The Consumer Product Safety Commission (CPSC) says falls from ladders while stringing lights and hanging decorations, incidents of lacerations from broken glass ornaments and other holiday-related injuries are on the rise.
During November and December 2010, CPSC estimates that more than 13,000 people were treated in emergency departments nationwide due to injuries involving holiday decorations, up from 10,000 in 2007 and 12,000 in 2008 and in 2009.
Also, between 2006 and 2008, there was an annual average of four deaths and $18 million in property damage related to Christmas tree fires. During this same time period, CPSC received reports of about 130 deaths and $360 million in property losses related to candle fires.
"A well-watered tree, carefully placed candles, and carefully checked holiday light sets will help prevent the joy of the holidays from turning into a trip to the emergency room or the loss of your home," said CPSC Chairman Inez Tenenbaum.
"This is easily the busiest time of year, but it's important to make time for safety while celebrating the holidays," said John Drengenberg, director of consumer safety at Underwriters Laboratory (UL).

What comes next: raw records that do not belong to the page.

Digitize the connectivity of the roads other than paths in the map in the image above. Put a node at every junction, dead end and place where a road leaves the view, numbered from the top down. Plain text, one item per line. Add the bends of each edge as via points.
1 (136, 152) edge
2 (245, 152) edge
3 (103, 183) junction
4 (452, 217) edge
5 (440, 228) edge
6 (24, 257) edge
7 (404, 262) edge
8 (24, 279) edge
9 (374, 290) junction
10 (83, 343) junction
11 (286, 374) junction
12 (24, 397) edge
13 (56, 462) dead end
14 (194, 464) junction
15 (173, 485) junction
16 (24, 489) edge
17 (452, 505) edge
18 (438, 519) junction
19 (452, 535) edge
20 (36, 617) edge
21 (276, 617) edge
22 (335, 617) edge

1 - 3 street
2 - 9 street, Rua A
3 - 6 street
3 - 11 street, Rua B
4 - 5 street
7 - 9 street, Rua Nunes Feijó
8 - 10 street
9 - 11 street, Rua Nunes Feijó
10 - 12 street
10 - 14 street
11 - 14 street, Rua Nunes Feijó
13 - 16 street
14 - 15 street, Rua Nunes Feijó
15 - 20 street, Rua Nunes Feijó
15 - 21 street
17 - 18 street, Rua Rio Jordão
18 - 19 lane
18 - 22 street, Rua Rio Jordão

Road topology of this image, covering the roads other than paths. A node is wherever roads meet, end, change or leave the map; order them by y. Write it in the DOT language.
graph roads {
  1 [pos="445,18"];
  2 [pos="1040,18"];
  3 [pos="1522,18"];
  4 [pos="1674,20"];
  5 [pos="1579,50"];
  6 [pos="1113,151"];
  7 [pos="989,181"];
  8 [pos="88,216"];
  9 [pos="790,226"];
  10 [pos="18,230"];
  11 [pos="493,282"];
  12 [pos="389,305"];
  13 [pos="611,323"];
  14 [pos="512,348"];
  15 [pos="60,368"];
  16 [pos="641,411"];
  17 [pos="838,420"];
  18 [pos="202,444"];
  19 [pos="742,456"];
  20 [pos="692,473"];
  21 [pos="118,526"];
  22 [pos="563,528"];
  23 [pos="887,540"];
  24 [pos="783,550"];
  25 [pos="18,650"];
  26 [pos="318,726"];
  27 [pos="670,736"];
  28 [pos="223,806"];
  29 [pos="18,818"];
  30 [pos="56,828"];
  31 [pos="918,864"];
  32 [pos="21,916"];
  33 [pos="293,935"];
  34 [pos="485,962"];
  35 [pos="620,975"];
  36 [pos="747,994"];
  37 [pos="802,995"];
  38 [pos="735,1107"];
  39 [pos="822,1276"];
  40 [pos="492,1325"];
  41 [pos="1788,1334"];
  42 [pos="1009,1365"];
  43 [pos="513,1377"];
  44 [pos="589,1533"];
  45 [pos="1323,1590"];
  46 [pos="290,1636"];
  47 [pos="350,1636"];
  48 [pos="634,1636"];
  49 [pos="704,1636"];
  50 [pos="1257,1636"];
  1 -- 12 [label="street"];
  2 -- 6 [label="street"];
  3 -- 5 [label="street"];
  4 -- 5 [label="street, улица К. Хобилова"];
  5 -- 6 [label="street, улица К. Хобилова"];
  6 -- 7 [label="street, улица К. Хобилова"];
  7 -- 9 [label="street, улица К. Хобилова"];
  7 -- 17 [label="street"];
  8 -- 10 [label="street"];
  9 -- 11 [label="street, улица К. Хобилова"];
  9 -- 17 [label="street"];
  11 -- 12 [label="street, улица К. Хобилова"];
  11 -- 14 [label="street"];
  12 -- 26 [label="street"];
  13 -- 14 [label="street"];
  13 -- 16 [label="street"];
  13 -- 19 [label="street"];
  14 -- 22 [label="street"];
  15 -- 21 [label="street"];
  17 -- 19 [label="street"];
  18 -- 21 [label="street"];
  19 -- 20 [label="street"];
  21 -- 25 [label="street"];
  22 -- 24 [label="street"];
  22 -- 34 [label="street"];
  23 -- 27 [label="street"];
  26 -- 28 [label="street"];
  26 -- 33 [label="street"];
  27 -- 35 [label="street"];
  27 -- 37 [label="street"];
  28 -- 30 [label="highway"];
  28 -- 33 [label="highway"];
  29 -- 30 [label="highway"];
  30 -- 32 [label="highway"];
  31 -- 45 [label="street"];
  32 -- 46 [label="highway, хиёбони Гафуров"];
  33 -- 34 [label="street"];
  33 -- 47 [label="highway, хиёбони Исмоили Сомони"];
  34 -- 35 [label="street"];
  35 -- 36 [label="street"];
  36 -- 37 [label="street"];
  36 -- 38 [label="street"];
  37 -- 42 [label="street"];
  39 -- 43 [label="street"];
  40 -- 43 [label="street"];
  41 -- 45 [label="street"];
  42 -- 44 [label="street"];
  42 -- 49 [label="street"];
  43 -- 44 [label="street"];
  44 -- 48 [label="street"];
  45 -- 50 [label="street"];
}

"By committing a few minutes each day to safety, many accidents can be avoided and your holidays will be memorable for all the right reasons," he added.
You think you know the drill, but every year you get nagged. This one is no different. Be careful out there.

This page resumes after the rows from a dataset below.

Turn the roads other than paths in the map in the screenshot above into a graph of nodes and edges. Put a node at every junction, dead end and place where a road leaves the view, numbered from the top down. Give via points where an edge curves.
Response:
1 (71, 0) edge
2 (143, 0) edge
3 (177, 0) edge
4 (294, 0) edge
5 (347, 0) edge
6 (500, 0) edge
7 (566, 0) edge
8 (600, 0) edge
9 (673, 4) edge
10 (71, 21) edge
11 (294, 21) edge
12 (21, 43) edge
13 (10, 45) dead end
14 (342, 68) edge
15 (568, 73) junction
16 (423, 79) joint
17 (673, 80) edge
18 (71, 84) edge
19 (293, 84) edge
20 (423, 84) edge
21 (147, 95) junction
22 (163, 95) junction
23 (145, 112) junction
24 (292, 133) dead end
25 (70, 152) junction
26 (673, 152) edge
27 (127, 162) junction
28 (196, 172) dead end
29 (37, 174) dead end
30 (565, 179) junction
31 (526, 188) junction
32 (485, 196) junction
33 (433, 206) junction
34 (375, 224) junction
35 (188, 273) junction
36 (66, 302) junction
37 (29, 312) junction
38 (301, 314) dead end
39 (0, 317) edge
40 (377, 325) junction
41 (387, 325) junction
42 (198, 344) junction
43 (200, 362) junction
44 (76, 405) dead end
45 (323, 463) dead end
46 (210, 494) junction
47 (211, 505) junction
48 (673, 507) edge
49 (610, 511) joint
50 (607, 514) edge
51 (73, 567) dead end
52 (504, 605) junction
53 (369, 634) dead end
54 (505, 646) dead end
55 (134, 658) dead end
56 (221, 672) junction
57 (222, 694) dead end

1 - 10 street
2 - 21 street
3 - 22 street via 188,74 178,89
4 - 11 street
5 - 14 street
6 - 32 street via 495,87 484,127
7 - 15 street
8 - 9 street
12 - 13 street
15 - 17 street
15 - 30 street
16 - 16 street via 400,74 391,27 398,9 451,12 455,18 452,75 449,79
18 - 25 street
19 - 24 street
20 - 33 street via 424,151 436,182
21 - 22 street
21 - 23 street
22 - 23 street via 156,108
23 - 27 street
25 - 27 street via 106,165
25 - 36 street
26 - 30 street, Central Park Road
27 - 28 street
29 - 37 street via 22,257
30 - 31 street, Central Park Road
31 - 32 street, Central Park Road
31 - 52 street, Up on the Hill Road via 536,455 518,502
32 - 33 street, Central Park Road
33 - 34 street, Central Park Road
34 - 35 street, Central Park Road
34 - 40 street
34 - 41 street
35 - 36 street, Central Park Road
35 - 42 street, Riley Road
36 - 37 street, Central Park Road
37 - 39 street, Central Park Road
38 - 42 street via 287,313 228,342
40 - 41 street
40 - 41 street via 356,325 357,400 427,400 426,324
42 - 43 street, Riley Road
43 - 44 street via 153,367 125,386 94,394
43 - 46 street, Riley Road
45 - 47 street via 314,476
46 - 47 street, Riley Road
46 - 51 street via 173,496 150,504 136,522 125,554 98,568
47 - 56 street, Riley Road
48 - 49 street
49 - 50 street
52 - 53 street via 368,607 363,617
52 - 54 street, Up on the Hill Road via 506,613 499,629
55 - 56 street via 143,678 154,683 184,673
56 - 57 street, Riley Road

CPSC and UL suggest using the following these safety tips to help keep your holiday home safe this year.
Trees and decorations
Buy a live tree that is fresh and green with needles that are difficult to pull from the branches. The needles should not break when bent. The bottom of a fresh tree is sticky with resin and, when tapped on the ground, the tree should not lose many needles.
Set up the tree at home out of traffic and away from doors and from heat sources, such as fireplaces, vents, and radiators. Heated rooms dry out live trees, so be sure to keep it watered daily. The tree stand always should be filled with water.
If it's an artificial tree look for a "fire resistant" label. It's not a guarantee the tree won't burn, just that it is resistant to igniting.
When small children are about, avoid sharp, weighted, or breakable decorations. Keep trimmings with small removable parts out of the reach of children to keep them from swallowing or inhaling small pieces. Avoid trimmings that resemble candy or food that can tempt a child.
Keep burning candles within sight. Extinguish all candles before you go to bed, leave the room, or leave the house.
Burn candles on a stable, heat-resistant surface away from where kids and pets can reach and knock them over. Place lighted candles away from items that can catch fire and burn easily, such as trees, other evergreens, decorations, curtains and furniture.
Use only lights - indoor and out - tested for safety by a nationally recognized testing laboratory, such as UL. On most decorative lights available in stores, UL's red holographic label signifies that the product meets safety requirements for indoor and outdoor usage. UL's holographic label, with the green UL Mark, signifies it meets requirements for only indoor usage.
Check outdoor lights for labels showing that the lights have been certified for outdoor use, and only plug them into a ground-fault circuit interrupter- (GFCI) protected receptacle or a portable GFCI.
Check new and old light sets for broken or cracked sockets, frayed or bare wires, or loose connections. Throw out damaged sets. Do not use electric lights on a metallic tree.
Be sure each extension cord is rated for its intended use.
Use care with "fire salts," which produce colored flames when thrown on wood fires. They contain heavy metals that can cause intense gastrointestinal irritation and vomiting if swallowed. Keep them away from children.
Don't burn wrapping papers in the fireplace. A flash fire may result as wrappings ignite suddenly and burn intensely.
Don't use older wood-burning fireplaces and stoves on regional Spare the Air Days, when weather conversion patterns trap larger particulates nearer Earth's surface and create breathing problems for some people.